Сквозь опущенные веки Оливия видит красные лучи заката, косо падающие в окно, чувствует, как солнце согревает ее лодыжки и голени, трогает рукой нагретую мягкую ткань платья, которое и правда удалось на славу. Ей приятно думать о куске черничного торта, который ей удалось незаметно опустить в большую кожаную сумку, – как она придет домой и спокойно его съест, как она снимет пояс для чулок, как все опять вернется в норму.

Оливия чувствует, что в комнате кто-то есть, и открывает глаза. Из дверного проема на нее пялится ребенок, маленькая девочка, одна из чикагских племяшек невесты. Это как раз та, которая перед сaмой свадебной церемонией должна была посыпать дорожку лепестками роз, но в последний момент передумала, надулась – и ни в какую. Доктор Сью, впрочем, не рассердилась, она что-то ласково, ободряюще шептала девочке, обхватив ладонями маленькую головку. Наконец Сюзанна добродушно крикнула «Поехали!» женщине, стоявшей у дерева, и та заиграла на флейте. И тогда Сюзанна подошла к Кристоферу – тот не улыбался, застыл, словно коряга, выброшенная на берег, – и так они оба стояли на лужайке, пока их женили.
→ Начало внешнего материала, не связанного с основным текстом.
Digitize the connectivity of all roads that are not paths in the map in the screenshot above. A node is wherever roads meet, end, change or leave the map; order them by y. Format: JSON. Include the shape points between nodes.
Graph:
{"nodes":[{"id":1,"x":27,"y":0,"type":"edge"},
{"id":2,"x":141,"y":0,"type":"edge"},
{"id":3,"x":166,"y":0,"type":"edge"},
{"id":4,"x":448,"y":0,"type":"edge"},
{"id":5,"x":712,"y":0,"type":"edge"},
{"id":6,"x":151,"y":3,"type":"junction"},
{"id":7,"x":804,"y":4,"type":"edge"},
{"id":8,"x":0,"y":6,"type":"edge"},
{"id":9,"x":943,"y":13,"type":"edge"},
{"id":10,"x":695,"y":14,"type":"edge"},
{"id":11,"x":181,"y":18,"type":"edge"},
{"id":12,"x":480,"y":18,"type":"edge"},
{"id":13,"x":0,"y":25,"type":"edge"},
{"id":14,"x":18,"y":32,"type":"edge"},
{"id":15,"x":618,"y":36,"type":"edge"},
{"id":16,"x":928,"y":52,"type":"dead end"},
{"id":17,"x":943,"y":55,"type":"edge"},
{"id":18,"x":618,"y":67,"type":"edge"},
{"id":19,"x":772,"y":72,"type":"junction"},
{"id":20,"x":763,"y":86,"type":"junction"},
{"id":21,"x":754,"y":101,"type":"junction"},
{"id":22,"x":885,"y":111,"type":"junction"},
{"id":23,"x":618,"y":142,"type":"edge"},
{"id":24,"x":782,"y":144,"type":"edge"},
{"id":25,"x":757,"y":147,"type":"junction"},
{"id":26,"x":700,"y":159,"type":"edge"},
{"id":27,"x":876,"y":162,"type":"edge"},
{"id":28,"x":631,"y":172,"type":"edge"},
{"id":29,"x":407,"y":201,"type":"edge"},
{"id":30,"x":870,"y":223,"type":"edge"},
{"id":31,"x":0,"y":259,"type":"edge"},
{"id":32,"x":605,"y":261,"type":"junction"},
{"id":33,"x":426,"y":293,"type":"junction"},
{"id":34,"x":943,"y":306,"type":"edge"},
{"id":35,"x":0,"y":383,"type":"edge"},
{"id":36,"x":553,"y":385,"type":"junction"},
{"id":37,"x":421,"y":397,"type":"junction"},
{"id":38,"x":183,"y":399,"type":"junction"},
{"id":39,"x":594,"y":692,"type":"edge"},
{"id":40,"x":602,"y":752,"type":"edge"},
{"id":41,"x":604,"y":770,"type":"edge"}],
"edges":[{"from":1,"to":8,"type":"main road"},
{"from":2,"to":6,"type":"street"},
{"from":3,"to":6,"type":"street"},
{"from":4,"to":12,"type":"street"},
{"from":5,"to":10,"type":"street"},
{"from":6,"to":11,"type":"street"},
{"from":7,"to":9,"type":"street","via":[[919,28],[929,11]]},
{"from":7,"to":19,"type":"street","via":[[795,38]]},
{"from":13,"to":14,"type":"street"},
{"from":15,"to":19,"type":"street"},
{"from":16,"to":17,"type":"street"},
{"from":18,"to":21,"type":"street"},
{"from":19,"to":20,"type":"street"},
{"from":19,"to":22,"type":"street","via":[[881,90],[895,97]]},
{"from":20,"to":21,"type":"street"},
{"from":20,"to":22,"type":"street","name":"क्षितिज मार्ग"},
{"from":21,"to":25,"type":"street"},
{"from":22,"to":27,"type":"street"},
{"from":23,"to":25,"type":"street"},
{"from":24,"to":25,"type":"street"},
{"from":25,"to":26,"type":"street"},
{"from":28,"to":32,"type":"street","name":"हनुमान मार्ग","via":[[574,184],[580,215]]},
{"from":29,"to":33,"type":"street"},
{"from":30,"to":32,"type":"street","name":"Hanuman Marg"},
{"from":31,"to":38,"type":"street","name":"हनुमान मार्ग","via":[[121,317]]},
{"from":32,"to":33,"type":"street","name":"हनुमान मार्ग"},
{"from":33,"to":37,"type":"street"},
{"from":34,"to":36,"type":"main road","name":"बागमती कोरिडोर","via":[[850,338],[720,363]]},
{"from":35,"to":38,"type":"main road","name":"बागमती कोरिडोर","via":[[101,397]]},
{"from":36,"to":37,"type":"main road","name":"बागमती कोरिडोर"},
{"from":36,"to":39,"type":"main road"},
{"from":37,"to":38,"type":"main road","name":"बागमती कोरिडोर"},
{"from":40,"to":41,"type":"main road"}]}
Но этот жест, эти ладони, бережно сложенные чашечкой вокруг детской головки, то, как рука Сюзанны одним легким быстрым движением погладила девочкины светлые волосы и тонкую шейку, – все это осталось с Оливией. Все равно что смотреть, как какая-то женщина ныряет с борта яхты и легко плывет к берегу. Напоминание о том, что одни люди могут то, чего не могут другие.

– Привет, – говорит Оливия девочке, но та не отвечает. Через пару секунд Оливия спрашивает: – Сколько тебе лет?

Она давно уже не разбирается в маленьких детях, на вид этому ребенку года четыре, быть может, пять, – в семействе Бернстайнов, похоже, рослых не водится.

Девочка по-прежнему молчит.

– Ну давай, беги, – говорит ей Оливия, но дитя прислоняется к дверному косяку и слегка раскачивается туда-сюда, не сводя глаз с Оливии.

– Пялиться на людей неприлично, – сообщает ей Оливия. – Тебя разве этому не учили?

Девочка, продолжая раскачиваться, спокойно говорит:

– Ты похожа на мертвую.

Оливия приподнимает голову:

– Ах вот чему учат детей в наше время?

Но, опускаясь опять на подушки, она обнаруживает, что тело реагирует на слова девчонки короткой болью за грудиной, легкой, будто взмах крыла. Ребенку не мешало бы вымыть язык с мылом.